Help: artifacts in semantic segmentation output using OTBTF/Keras tutorial

Hello,

I am trying to apply the semantic segmentation method from the OTBTF/Keras tutorial on my own data and I am encountering some issues.
Here is the tutorial I am following: GitHub - remicres/otbtf_keras_tutorial: How to work with OTBTF and Keras / Tensorflow 2.
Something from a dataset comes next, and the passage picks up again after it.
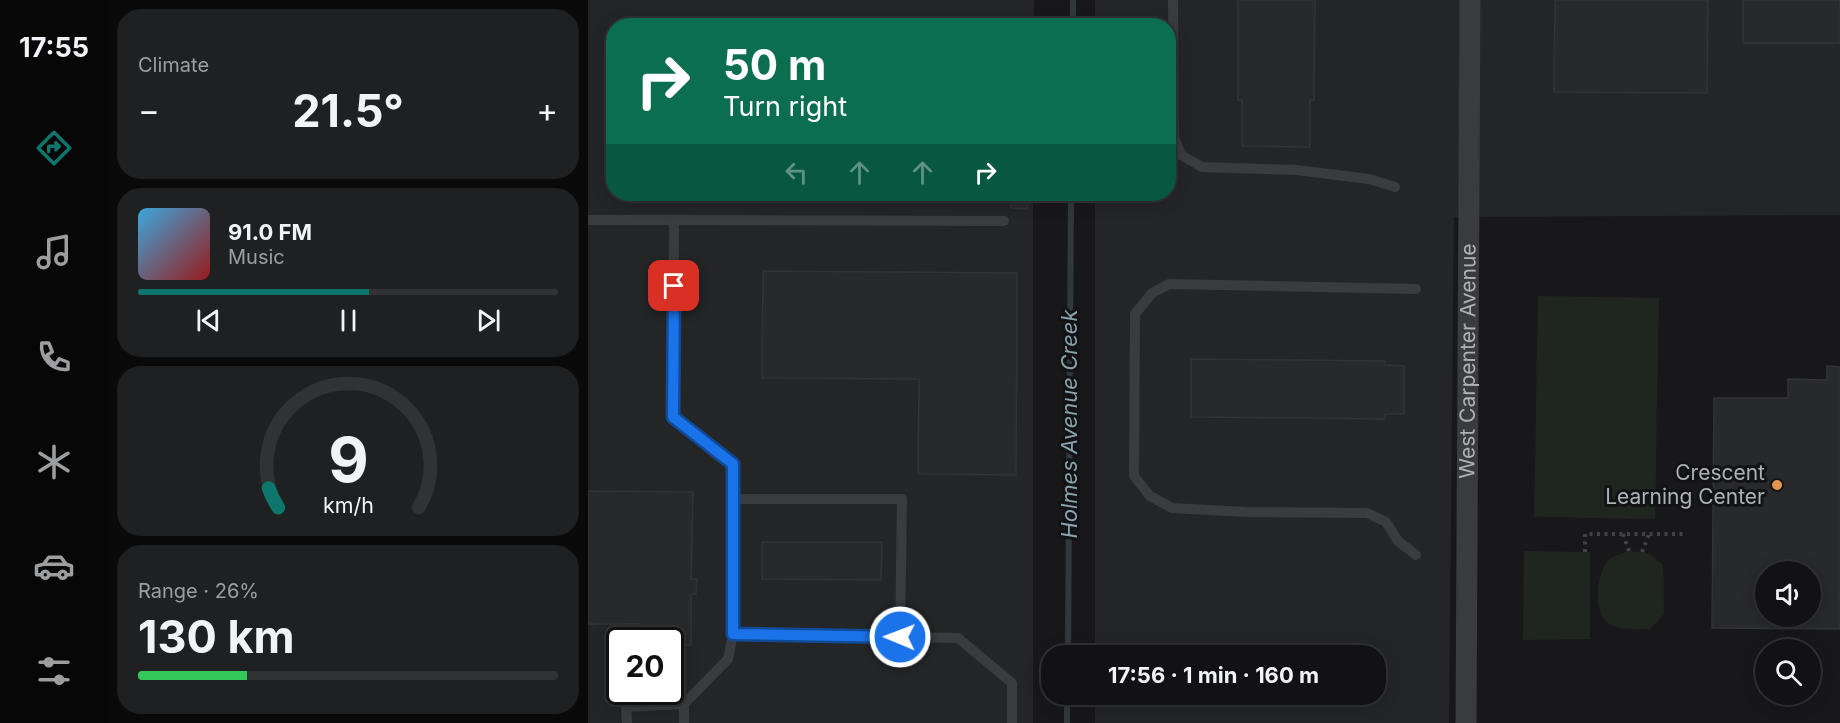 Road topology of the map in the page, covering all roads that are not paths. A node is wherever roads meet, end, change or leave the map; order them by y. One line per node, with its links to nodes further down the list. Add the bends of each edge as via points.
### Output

I am working with a three-channel RGB image and three land cover classes (water, sand and vegetation). I extracted the patches, performed the training and inference as in the tutorial, modifying only the number of classes and the number of input sources to fit my data.
While the code runs without errors, the output map shows some artifacts, with a grid-like pattern occurring across the entire image.
Here is a screenshot of the output map:

What may be causing this issue and how can I solve it?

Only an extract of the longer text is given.